Return each line of the records below that contains the word "Dayton".

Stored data
'''

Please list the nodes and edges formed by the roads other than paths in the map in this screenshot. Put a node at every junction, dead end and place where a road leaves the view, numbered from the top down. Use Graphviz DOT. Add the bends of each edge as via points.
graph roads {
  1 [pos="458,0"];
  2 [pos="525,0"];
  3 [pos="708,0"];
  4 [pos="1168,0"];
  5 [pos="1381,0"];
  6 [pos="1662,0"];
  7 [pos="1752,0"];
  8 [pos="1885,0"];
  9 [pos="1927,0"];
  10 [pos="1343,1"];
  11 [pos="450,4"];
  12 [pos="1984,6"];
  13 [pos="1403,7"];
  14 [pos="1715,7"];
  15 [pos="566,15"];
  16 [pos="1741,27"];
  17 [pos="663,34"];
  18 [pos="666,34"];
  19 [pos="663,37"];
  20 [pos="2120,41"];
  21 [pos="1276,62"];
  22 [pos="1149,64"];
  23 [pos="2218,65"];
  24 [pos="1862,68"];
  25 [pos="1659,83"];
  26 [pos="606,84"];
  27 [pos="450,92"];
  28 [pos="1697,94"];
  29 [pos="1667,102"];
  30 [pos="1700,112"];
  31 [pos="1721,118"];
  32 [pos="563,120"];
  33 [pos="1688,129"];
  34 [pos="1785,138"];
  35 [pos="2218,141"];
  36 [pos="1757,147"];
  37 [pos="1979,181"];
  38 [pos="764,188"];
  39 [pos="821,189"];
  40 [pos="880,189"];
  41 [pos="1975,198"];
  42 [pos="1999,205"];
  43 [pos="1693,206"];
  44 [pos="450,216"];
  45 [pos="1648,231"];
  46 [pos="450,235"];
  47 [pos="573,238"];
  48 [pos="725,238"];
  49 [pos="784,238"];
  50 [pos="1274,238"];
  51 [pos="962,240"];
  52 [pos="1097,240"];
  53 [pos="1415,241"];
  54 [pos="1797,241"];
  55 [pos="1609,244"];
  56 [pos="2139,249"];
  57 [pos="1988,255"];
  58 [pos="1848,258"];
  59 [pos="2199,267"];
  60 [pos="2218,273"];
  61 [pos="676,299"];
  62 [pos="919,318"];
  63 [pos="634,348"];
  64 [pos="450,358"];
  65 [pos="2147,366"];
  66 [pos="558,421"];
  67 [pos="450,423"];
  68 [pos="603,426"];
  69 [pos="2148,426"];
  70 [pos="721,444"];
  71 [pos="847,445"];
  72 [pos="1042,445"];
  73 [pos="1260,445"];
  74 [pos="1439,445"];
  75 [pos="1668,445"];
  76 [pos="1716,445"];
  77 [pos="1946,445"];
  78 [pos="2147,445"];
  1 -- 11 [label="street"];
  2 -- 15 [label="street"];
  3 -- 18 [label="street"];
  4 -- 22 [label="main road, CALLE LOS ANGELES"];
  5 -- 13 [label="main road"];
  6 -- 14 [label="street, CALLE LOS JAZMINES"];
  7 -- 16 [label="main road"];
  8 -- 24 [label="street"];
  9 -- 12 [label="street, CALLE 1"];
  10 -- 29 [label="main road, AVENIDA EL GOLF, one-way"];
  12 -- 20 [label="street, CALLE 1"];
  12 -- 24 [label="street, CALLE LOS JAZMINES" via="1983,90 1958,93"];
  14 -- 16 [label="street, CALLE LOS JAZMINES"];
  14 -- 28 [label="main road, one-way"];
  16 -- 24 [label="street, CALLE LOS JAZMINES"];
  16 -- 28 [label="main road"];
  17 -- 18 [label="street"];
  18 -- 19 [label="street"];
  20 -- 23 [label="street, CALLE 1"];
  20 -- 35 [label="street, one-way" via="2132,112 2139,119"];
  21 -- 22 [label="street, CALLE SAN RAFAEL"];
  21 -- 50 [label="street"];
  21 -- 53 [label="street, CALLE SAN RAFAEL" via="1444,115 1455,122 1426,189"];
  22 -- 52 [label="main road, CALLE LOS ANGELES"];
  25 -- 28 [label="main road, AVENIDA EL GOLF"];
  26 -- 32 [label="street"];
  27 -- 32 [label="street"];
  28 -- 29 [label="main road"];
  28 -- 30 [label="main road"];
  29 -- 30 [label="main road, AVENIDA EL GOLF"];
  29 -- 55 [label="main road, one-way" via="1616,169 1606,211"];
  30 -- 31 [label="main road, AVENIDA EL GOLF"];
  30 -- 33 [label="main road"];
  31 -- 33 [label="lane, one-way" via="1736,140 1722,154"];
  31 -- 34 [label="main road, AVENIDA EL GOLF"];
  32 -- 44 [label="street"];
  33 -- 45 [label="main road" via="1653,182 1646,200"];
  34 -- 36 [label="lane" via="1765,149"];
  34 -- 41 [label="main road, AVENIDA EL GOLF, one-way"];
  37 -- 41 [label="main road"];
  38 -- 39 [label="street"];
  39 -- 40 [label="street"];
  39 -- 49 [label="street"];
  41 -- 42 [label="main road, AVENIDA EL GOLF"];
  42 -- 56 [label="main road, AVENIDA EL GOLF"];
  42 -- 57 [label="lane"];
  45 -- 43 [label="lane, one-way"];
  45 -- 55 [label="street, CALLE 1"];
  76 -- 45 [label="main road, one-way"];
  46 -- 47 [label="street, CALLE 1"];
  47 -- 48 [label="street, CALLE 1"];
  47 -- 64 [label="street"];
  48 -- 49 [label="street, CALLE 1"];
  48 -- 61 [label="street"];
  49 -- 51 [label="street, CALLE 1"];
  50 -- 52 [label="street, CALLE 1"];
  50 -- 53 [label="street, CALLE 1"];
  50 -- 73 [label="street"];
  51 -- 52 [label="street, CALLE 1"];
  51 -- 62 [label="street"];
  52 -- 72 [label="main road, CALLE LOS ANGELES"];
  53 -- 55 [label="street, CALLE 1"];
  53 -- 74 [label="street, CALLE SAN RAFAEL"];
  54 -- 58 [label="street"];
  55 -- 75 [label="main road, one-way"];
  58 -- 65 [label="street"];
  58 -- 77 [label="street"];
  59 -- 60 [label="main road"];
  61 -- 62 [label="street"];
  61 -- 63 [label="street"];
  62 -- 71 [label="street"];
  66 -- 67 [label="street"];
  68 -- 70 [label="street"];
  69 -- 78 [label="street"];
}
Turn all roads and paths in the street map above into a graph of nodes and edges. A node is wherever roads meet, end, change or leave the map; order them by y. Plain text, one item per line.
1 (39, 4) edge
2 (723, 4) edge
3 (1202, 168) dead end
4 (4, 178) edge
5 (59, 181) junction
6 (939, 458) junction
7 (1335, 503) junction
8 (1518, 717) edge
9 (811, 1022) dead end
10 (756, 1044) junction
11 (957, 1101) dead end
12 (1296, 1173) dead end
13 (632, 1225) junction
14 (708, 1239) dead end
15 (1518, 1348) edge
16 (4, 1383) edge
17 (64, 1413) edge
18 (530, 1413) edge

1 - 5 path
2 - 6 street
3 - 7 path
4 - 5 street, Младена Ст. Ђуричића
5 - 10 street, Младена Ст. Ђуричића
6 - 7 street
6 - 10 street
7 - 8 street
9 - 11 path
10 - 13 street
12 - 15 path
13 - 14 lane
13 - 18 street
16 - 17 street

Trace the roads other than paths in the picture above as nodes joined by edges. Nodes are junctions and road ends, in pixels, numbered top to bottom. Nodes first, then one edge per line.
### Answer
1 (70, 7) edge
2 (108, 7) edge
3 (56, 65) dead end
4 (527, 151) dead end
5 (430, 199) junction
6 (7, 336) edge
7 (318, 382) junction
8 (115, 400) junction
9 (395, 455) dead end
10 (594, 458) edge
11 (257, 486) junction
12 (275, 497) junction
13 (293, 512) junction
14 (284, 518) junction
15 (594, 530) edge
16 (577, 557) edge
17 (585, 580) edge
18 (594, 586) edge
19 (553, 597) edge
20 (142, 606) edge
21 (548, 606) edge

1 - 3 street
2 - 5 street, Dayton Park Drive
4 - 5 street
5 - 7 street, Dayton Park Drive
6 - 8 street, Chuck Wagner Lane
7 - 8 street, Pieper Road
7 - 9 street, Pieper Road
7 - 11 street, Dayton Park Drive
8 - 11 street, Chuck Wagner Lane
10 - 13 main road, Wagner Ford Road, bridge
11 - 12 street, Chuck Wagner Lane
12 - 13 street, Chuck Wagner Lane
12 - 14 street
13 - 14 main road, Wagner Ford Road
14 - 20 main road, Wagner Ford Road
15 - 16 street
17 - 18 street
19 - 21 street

'''

▸ ANSWER FOR THIS EXERCISE
2 - 5 street, Dayton Park Drive
5 - 7 street, Dayton Park Drive
7 - 11 street, Dayton Park Drive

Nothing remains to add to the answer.